### Source material ###

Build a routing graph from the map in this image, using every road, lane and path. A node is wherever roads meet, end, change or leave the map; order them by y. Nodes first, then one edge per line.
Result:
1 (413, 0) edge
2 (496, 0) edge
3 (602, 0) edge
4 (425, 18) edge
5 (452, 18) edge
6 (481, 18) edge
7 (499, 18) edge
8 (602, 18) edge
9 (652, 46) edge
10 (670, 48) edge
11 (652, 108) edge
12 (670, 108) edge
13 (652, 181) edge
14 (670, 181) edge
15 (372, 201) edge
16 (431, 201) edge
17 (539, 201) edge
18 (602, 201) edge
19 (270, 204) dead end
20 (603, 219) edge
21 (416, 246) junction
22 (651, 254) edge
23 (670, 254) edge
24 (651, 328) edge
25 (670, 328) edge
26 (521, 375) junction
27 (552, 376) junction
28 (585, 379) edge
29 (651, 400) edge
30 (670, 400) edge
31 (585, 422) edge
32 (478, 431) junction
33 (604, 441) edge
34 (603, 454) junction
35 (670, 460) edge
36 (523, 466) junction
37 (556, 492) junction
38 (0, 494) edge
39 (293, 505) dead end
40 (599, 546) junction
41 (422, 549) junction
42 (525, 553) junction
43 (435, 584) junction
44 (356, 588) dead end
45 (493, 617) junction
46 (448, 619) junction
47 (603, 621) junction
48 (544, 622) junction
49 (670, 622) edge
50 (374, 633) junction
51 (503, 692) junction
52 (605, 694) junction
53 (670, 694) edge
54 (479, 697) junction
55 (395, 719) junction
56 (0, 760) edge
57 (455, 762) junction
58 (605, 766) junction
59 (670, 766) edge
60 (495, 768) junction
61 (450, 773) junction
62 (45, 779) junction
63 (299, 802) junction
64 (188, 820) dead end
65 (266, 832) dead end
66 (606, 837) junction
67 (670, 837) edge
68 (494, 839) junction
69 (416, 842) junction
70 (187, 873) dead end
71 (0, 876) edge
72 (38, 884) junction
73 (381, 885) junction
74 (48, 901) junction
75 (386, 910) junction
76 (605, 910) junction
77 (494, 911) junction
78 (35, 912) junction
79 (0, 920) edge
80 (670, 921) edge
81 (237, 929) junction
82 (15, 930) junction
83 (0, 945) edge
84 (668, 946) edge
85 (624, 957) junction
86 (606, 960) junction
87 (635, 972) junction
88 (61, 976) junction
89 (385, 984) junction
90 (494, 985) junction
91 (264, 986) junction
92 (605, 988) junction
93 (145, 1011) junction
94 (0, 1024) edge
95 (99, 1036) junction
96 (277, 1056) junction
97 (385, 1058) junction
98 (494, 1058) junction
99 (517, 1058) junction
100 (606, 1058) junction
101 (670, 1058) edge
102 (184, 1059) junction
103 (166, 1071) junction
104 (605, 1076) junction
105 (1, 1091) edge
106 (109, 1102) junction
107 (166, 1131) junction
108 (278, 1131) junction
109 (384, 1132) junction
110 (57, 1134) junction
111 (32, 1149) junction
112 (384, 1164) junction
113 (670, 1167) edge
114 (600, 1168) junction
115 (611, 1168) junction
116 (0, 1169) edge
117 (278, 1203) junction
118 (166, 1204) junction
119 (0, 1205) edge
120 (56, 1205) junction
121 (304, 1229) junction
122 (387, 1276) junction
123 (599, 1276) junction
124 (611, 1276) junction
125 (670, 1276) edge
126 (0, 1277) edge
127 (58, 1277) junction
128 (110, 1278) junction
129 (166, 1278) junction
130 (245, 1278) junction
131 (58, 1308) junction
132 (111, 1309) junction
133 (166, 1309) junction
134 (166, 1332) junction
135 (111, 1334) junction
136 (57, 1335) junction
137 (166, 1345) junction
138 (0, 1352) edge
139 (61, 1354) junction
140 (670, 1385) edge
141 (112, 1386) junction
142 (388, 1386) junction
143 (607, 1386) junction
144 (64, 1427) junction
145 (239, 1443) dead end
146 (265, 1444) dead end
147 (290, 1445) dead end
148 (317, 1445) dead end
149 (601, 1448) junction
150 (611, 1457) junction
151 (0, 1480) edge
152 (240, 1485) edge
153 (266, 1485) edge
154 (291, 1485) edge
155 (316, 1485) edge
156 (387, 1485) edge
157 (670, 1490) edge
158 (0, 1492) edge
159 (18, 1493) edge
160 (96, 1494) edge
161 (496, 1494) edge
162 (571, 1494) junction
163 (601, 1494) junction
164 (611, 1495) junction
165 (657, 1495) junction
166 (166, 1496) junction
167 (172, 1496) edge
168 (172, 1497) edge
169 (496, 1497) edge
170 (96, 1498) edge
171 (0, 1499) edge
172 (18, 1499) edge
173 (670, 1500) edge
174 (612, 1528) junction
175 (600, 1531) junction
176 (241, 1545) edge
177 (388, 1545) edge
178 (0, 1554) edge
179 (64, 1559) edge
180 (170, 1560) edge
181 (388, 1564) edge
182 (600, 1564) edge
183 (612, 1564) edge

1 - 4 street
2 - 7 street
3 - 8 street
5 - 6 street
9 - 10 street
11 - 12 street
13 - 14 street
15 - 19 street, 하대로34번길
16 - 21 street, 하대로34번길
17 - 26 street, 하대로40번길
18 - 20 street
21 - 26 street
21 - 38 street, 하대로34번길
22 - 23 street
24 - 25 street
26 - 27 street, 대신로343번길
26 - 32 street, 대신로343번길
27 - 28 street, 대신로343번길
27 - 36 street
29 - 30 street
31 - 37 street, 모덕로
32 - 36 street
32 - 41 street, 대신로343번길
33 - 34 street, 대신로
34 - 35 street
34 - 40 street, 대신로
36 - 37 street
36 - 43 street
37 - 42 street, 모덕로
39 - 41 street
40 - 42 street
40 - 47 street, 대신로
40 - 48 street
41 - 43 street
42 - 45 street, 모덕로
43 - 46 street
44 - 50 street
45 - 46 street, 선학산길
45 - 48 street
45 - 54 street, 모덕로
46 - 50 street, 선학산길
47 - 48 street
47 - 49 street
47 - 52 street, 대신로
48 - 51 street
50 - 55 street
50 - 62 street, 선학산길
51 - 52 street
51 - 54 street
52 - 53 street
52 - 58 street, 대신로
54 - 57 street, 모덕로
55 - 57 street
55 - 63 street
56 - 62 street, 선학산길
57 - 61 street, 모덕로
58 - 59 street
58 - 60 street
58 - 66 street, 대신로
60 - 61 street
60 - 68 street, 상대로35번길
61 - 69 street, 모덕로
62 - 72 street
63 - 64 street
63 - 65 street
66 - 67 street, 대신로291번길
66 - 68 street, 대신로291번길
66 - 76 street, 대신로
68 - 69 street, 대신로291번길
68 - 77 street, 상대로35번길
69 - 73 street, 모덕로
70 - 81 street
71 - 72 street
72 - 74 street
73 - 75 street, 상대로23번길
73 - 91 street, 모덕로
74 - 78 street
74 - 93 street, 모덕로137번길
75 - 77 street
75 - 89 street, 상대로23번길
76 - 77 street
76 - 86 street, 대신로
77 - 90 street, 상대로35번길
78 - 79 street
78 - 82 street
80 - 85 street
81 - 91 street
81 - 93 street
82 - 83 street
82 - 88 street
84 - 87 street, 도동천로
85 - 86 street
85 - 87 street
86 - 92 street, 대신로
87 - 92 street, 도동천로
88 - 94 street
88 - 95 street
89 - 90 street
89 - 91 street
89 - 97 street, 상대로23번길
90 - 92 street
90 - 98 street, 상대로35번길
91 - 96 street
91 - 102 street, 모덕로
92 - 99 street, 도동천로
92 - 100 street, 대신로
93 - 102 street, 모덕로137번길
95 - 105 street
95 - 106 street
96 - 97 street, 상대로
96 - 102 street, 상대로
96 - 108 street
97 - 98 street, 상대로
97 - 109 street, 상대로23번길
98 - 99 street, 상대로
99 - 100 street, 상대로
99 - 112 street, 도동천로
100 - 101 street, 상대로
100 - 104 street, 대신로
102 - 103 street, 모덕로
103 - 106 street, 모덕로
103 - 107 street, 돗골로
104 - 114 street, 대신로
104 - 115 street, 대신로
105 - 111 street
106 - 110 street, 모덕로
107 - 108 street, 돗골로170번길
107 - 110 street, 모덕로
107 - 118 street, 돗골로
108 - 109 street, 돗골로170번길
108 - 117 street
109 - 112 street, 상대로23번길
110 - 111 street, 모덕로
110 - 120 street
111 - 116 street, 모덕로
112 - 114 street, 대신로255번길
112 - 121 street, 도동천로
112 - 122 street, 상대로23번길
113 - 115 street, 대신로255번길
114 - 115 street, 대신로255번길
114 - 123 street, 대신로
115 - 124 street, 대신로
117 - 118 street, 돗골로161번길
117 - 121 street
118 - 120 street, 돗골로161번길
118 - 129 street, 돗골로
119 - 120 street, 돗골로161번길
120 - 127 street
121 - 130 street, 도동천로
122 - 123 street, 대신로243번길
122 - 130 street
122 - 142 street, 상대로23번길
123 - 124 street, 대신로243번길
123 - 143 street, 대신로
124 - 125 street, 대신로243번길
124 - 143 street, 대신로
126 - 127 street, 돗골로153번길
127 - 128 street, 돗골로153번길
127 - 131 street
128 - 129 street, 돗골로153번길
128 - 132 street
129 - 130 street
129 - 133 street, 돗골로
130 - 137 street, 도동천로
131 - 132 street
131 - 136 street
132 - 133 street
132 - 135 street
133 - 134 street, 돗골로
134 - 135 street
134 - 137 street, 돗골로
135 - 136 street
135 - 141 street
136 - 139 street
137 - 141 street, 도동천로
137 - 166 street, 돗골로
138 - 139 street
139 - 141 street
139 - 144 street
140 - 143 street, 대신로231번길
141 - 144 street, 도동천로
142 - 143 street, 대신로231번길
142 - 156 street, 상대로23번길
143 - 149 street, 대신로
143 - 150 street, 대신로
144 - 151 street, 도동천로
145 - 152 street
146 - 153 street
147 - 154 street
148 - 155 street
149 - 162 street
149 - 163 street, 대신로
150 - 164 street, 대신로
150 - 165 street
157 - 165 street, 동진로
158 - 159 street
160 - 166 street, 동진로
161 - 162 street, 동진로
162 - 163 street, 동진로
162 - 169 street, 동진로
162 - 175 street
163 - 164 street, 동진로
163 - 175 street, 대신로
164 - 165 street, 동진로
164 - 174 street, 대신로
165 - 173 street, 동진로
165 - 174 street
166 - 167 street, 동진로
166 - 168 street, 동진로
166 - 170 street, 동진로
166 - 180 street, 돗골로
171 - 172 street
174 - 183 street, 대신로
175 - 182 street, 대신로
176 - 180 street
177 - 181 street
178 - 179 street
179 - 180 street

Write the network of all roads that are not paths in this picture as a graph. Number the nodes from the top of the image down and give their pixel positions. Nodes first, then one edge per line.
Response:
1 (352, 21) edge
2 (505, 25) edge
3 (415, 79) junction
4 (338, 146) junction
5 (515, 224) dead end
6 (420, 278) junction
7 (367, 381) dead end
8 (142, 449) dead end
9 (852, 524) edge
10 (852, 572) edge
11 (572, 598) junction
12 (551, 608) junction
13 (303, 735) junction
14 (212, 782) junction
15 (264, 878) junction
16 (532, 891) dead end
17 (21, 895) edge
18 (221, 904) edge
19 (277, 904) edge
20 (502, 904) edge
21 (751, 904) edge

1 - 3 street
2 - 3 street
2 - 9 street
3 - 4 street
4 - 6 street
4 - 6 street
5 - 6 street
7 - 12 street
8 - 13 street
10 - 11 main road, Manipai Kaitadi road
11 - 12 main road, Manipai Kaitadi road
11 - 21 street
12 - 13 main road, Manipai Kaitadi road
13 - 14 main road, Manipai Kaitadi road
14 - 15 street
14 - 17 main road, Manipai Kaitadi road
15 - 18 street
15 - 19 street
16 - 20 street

###

= Work to be completed =
If a line in the records above holds the string "Kaitadi", copy it.

= Output below =
10 - 11 main road, Manipai Kaitadi road
11 - 12 main road, Manipai Kaitadi road
12 - 13 main road, Manipai Kaitadi road
13 - 14 main road, Manipai Kaitadi road
14 - 17 main road, Manipai Kaitadi road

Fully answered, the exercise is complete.